The results of the empirical and simulation study showed moreover that a reduction in testing capacities appears to be feasible in multi-location trials when the pedigree and/or genomic data are integrated into the phenotypic analysis. Although resource allocations that follow an incomplete block (Montesinos‐Lopez et al. 2022) or augmented design (Lell et al. 2021) have shown promise in the genomic prediction framework, the logistically easiest option for reducing the testing capacities is given by reducing the number of test locations. The feasibility of this option might however be strongly dependant on the target population of environments of a breeding program. Reducing the number of test locations might for example be readily feasible for regional breeding program with a strong focus on local adaptation, whereas it is probably less suitable for a breeding program that targets many different environments. Resource allocations with sparse testing strategies might thus be more suitable for the latter (Jarquin et al. 2020; Atanda et al. 2022), while including relationship information both into the randomization of specific trial designs as well as the subsequent analyses has shown large merit to increase the experimental efficiency in general (Cullis et al. 2020).

Conclusions

The usage of complete or incomplete relationship information has the potential to render phenotypic analyses more efficient.
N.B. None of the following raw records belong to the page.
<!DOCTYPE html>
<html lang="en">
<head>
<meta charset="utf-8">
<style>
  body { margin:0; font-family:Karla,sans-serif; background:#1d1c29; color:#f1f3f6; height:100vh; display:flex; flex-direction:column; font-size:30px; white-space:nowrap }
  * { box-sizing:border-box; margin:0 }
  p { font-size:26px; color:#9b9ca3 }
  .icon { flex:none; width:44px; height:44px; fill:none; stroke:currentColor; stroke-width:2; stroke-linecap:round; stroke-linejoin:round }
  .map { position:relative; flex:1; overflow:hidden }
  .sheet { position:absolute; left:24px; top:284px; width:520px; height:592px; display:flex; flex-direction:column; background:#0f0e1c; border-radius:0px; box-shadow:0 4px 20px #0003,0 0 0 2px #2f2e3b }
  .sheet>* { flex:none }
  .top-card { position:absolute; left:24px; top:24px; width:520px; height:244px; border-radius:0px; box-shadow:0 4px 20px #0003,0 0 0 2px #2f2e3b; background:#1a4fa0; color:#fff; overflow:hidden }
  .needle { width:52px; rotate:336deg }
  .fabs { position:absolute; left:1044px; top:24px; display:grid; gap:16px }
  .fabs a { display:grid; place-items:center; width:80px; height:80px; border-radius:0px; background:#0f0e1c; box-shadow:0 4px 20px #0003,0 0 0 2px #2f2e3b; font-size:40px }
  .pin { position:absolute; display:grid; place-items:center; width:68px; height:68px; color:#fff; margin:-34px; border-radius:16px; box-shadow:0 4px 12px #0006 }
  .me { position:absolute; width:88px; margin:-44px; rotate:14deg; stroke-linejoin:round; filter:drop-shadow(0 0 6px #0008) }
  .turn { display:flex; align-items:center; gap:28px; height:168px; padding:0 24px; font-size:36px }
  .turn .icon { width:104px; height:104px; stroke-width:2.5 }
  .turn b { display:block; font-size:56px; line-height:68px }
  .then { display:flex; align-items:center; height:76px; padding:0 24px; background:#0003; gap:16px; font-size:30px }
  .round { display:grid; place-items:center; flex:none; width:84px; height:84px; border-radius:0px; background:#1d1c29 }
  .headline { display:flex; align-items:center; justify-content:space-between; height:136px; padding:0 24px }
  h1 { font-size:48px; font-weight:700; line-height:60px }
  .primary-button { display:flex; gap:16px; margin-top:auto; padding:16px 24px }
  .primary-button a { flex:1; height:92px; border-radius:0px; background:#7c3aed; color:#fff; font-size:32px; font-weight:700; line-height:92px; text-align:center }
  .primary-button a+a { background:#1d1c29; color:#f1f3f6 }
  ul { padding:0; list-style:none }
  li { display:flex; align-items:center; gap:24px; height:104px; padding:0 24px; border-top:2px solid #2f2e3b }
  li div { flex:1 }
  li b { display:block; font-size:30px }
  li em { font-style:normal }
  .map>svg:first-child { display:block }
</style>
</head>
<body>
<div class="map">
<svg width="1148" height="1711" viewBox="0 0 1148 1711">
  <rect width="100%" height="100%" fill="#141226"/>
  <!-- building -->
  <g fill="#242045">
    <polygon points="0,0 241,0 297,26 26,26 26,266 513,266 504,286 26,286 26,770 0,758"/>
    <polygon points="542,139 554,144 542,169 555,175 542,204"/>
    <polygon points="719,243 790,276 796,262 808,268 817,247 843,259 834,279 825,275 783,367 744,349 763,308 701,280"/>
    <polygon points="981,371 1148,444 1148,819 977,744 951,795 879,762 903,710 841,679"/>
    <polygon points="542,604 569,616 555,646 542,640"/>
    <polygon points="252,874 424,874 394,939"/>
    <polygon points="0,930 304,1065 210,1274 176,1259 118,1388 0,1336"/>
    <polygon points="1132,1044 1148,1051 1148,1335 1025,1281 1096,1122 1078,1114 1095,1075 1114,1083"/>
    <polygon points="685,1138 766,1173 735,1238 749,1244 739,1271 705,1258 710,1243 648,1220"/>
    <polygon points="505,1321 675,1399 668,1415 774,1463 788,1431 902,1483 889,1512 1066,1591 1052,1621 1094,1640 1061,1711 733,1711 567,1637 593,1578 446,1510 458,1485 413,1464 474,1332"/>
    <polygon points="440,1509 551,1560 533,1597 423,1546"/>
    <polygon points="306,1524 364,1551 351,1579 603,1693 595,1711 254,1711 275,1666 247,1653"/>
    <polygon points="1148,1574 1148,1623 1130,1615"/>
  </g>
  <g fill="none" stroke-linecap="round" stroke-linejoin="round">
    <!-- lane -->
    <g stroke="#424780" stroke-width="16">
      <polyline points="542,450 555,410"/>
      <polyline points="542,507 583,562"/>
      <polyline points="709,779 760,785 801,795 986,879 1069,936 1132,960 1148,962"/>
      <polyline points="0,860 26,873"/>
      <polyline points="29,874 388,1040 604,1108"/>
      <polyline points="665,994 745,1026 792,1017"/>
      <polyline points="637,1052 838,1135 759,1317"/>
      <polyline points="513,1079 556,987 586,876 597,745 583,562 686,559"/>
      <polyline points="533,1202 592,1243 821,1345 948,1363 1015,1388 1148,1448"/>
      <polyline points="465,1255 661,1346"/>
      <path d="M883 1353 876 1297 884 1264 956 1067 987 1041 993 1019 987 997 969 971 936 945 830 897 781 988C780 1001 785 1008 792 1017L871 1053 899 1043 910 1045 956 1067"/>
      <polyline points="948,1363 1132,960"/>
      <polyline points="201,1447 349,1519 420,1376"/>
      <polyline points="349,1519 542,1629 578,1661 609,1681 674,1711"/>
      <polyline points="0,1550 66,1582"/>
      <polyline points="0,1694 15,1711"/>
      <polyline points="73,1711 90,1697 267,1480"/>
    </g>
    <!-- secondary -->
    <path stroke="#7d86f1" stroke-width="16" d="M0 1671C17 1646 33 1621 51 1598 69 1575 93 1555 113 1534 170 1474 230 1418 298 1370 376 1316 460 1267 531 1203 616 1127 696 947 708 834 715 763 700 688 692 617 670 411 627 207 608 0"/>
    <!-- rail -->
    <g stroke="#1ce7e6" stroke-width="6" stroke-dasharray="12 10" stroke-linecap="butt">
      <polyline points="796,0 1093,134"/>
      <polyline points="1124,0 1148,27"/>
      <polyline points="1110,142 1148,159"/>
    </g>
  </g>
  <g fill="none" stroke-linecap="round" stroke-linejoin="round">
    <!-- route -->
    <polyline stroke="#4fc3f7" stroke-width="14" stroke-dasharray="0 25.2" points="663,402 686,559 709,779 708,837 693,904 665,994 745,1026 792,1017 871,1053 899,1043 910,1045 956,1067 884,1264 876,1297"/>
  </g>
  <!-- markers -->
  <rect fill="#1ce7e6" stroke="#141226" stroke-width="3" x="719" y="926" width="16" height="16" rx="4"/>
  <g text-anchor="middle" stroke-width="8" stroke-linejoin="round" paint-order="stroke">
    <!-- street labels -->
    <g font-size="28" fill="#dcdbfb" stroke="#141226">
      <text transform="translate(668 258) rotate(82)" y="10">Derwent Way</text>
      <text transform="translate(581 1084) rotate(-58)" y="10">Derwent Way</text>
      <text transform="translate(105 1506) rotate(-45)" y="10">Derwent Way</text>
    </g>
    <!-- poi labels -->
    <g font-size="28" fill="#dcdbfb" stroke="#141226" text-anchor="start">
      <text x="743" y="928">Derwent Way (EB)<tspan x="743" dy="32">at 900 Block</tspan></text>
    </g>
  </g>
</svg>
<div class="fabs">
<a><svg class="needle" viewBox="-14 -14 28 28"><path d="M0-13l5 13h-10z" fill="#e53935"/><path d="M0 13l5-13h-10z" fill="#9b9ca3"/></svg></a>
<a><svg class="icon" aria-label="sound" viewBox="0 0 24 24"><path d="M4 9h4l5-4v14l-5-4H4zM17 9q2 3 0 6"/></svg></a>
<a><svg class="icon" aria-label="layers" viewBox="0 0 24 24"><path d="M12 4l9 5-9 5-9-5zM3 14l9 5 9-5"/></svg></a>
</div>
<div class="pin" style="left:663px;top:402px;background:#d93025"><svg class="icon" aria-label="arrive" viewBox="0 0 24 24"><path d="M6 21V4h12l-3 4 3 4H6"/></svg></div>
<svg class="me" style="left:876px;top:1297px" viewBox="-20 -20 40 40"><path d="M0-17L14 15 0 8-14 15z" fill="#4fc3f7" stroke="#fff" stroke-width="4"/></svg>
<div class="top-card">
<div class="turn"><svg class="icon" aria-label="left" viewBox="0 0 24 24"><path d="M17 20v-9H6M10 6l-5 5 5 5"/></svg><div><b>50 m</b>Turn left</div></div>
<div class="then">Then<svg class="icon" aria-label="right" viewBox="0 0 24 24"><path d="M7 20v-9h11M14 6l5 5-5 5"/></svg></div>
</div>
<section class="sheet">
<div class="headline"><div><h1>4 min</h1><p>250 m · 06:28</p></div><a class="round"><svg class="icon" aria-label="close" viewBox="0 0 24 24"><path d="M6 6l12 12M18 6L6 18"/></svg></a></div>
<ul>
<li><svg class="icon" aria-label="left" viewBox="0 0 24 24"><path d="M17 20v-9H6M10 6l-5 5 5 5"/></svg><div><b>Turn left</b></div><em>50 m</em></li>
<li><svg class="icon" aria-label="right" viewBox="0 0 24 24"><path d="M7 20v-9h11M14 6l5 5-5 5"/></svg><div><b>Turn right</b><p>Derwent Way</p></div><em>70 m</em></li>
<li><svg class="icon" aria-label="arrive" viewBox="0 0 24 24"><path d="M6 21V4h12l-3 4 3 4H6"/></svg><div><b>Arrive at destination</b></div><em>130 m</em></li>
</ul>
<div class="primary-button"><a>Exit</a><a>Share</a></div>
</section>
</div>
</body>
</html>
Such an application has been primarily suggested for preliminary yield trials (Endelman et al. 2014) and applied in practical breeding programs (Michel et al. 2019; Tsai et al. 2020; Borrenpohl et al. 2020), but can also have some merit for multi-location trials in advanced generations. A strong increase of efficiency and accuracy was accordingly observed within the four investigated trials series. The usage of relationship information might furthermore benefit the analysis across multiple trial series especially if their connectivity by commonly tested genotypes is low. Hence, exploiting complete and incomplete relationship information in both preliminary yield trials and multi-location trial series has a large potential to further optimize resource allocations and increase the yearly selection gain in programs that make use of various predictive breeding methods.